Granted, the widespread availability of low-value and even harmful food is quite a problem. But the sad case is, no matter how many delicious vegetables a person has access to — and no matter what kind of perfectly balanced diet or exquisitely calibrated exercise program might be available for the taking — psychological barriers will try very hard to block the road.
A messed-up mind can deny, filibuster, flip-flop, and veto, as skillfully as any politician. If the head isn’t in the game, the body’s health will always hang by a precarious thread.
This brings up another seemingly immutable truth. As long as the patient lives, even the most spectacular weight-loss success story can never be deemed permanent with certainty. Because long-term weight management is such a complicated, multi-factorial task, relapse is always a possibility and is, in far too many lives, a reality.
According to a multi-author paper published last year, obesity is a highly complex disease. If that description sounds familiar it is because, as mentioned above, the conclusion is foreordained and obligatory for all researchers to mention.
This must be discouraging for scientists who work in the field, because finding The Answer is such an attractive career goal, and no obesity expert anywhere is likely to find The Answer, ever. Seemingly, the most that anyone dedicated to providing a solution can hope for is to contribute a small bit to the solving of a huge, many-tentacled problem.
The authors of “Cognitive behavioral therapy to aid weight loss in obese patients” enumerate the factors in play: genetic, biological, familial, social, cultural, environmental. Then, of course, there are the behavioral and psychological, which can so easily throw a monkey wrench into the works even when all the other factors seem perfectly amenable.
In one corner of the obesity puzzle, cognitive behavioral therapy (CBT) has become a star, recognized as the best established treatment for binge eating disorder (BED). BED is the most common eating disorder, and “there is a strong association between obesity and BED even if obesity is not a criterion of BED.”

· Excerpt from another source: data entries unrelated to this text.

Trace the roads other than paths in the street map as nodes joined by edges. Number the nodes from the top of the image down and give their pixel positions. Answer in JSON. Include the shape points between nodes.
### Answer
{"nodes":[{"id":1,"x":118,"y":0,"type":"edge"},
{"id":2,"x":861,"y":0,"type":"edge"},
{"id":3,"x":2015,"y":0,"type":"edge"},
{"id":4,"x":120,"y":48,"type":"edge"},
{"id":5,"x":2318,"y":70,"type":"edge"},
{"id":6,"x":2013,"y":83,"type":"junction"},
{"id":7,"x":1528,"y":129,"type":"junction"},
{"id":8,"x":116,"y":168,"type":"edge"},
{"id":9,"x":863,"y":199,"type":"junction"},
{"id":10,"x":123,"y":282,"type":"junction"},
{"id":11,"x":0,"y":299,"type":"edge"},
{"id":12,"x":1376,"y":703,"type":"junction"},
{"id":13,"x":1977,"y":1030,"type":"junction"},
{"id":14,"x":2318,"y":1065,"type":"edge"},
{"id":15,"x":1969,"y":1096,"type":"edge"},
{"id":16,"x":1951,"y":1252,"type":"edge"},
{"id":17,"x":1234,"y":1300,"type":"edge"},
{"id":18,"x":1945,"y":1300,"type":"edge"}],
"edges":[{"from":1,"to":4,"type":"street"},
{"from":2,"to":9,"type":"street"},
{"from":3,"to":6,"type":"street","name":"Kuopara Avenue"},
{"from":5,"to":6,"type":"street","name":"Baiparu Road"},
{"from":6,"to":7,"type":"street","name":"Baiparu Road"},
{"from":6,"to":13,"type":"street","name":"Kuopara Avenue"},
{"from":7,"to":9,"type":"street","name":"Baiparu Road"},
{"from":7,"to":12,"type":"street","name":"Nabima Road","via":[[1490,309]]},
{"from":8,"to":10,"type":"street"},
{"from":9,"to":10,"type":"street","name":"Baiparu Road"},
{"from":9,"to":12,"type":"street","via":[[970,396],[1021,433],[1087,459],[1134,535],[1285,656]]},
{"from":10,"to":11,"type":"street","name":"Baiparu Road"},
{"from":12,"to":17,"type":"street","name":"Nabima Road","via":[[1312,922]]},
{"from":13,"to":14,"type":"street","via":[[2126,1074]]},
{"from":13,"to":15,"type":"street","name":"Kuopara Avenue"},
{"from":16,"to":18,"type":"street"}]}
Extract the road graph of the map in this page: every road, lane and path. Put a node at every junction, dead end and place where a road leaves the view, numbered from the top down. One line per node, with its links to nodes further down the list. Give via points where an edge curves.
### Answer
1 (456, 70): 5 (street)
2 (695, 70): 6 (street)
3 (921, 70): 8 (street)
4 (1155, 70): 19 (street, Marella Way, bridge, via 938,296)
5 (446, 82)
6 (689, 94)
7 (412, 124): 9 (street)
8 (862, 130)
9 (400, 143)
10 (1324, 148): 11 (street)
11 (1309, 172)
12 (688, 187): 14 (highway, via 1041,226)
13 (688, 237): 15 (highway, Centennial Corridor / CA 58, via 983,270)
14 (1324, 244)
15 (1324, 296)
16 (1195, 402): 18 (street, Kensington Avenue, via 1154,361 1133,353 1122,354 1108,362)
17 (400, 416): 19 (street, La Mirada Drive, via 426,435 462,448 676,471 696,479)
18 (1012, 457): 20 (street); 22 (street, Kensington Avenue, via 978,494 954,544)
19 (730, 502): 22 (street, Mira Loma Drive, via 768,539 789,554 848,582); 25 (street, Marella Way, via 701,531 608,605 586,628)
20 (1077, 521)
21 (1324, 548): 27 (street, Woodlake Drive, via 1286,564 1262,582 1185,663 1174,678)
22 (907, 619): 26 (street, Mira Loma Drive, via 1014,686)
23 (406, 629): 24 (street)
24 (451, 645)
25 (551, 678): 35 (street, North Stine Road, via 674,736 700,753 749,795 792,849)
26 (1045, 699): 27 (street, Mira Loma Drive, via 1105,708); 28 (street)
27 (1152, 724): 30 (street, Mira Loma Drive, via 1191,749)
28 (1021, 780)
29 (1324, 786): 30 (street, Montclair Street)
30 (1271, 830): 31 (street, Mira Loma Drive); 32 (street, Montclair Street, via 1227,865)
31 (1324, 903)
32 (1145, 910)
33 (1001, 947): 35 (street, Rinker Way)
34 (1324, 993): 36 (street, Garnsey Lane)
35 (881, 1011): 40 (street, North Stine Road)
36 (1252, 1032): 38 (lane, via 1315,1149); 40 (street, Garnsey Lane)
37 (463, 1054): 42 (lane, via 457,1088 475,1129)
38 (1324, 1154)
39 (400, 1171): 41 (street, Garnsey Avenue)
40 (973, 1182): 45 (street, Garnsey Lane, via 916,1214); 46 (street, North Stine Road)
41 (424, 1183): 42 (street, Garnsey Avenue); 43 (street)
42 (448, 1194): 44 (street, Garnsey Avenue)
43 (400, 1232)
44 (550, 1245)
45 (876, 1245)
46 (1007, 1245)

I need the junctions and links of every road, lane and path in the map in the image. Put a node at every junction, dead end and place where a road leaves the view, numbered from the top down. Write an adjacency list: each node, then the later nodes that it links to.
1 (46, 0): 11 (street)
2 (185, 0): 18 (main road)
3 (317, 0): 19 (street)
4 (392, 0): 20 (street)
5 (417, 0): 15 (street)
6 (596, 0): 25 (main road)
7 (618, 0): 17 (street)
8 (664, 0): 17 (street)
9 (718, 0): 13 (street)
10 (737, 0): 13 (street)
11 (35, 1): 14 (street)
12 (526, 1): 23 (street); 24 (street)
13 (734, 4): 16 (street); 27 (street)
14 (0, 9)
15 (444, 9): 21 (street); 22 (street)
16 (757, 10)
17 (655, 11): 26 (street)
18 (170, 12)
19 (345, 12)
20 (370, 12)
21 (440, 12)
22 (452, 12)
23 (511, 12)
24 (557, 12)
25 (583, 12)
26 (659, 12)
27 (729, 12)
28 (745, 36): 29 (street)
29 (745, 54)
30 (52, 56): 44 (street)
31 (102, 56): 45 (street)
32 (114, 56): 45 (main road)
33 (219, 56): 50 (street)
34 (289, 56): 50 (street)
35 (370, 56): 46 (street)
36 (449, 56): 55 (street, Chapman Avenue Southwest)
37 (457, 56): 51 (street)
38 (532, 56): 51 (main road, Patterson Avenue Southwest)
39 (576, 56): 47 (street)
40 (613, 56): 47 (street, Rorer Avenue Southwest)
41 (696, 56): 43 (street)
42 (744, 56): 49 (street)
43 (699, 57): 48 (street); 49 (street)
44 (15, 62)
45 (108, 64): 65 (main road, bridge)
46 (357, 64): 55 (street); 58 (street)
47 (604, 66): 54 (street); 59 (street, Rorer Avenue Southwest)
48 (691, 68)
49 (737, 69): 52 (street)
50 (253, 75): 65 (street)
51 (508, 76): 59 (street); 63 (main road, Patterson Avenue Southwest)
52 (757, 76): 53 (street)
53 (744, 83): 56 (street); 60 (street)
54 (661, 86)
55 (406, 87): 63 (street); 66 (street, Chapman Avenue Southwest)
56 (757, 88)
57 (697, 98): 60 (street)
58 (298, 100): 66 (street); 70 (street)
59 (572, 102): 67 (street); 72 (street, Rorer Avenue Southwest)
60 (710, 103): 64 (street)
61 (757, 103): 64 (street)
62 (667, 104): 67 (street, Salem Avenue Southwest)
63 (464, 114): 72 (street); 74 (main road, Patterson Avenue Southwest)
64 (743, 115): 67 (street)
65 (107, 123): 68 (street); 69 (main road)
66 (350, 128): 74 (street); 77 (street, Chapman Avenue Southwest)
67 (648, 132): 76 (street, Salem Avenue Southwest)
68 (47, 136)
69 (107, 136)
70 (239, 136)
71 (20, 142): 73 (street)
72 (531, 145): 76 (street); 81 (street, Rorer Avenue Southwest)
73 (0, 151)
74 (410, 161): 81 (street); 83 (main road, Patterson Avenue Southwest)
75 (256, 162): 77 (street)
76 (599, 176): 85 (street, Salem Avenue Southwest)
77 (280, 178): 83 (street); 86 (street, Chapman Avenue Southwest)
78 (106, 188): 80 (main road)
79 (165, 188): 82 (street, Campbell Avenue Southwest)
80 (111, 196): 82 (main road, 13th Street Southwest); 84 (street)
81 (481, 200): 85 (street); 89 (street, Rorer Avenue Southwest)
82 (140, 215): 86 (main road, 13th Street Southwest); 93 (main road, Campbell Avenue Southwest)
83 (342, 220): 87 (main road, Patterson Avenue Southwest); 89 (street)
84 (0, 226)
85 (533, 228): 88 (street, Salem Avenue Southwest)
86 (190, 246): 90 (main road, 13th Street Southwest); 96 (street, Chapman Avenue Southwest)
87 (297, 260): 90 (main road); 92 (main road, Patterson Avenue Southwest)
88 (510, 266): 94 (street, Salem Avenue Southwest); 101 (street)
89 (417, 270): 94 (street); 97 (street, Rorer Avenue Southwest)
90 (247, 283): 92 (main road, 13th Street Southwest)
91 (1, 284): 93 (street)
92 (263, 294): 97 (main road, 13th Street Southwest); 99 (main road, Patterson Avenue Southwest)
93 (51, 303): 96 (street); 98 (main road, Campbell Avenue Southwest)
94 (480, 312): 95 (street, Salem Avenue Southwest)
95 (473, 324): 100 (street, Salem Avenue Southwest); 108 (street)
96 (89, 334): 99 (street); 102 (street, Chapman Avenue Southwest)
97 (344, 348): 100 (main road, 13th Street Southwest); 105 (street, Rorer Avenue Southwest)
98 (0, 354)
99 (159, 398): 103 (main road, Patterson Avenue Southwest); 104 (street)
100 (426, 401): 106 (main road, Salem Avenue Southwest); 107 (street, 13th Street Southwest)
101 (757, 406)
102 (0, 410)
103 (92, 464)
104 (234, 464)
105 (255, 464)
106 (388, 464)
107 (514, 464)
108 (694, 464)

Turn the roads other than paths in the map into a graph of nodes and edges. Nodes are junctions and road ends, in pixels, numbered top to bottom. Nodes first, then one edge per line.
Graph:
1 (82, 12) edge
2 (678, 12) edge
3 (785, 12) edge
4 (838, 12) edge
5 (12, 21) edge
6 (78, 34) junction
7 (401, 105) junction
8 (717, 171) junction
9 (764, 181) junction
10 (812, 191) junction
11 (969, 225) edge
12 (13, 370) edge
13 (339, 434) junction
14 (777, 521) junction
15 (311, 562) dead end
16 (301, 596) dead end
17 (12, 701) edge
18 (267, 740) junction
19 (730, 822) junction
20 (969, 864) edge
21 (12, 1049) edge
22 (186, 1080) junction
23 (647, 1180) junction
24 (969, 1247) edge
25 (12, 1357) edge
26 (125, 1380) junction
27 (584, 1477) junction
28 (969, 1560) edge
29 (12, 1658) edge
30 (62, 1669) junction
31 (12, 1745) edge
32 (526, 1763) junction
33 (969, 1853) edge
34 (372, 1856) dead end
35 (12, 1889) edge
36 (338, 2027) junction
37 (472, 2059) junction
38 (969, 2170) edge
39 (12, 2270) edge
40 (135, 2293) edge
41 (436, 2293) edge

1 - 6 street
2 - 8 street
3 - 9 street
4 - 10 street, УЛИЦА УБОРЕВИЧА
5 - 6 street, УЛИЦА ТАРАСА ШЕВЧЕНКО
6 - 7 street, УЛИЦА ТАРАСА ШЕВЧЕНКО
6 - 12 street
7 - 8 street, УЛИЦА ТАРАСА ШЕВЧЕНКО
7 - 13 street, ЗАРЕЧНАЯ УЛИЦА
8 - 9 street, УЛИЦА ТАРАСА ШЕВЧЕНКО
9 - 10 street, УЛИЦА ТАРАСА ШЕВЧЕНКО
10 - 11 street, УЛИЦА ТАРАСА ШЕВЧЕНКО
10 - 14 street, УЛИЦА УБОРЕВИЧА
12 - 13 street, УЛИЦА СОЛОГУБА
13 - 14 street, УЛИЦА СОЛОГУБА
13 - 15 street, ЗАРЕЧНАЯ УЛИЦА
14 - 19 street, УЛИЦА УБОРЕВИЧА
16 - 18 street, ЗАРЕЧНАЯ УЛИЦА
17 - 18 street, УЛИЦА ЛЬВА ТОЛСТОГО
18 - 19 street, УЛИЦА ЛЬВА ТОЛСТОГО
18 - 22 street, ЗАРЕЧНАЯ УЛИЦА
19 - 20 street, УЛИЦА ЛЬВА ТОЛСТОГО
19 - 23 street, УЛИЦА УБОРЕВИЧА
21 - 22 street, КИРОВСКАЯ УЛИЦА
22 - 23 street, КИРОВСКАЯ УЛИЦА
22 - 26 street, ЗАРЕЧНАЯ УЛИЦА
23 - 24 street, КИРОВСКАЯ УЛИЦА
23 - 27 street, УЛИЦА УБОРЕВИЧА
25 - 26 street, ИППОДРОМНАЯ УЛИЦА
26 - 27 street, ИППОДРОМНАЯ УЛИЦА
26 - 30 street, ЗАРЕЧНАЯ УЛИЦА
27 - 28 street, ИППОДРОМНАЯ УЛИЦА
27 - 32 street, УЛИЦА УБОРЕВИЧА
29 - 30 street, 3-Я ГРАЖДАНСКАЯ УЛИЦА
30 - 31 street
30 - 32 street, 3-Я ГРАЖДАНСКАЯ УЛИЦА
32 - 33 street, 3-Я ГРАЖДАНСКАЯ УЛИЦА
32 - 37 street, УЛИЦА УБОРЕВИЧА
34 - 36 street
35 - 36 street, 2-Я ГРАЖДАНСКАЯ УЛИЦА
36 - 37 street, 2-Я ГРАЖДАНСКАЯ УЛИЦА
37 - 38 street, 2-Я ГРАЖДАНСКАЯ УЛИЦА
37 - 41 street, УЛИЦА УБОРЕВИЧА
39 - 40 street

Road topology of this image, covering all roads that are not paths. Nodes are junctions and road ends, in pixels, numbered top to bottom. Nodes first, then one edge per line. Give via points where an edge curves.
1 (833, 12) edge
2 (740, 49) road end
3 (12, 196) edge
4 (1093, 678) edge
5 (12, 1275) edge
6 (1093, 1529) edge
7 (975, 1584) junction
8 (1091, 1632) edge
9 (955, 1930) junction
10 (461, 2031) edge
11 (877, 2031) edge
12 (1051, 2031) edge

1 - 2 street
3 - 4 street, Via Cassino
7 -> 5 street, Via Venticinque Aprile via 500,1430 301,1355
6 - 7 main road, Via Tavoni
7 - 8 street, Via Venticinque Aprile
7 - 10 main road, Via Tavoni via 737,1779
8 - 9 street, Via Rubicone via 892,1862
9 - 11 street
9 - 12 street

Obese binge eaters tend to have more deep and stubborn psychological problems than obese patients who are not classified as binge eaters. They are more likely to be ineffective and tend to have greater body dissatisfaction, and suffer from lower self-esteem, and to engage in more “emotional” eating. They need more psychological support.
Fortunately, they are able to be helped by CBT and it begins to appear as if even Internet-based, guided self-help CBT can be of use to them in managing the BED. This report says that CBT…
[…] does not necessarily produce a successful weight loss… CBT can significantly reduce binge eating episodes, promote days without bingeing, manage eating, and reduce shape and weight concerns, without directly affecting body weight…
Wait, what? That seems a very discouraging prospect. But the authors go on to repeat:
Although the comprehensiveness and the practical nature of CBT approach are positive, this psychotherapy does not necessarily produce a successful weight loss…
CBT is traditionally recognized as the best established treatment for BED and the most preferred intervention for obesity, and could be considered as the first-line treatment among psychological approaches.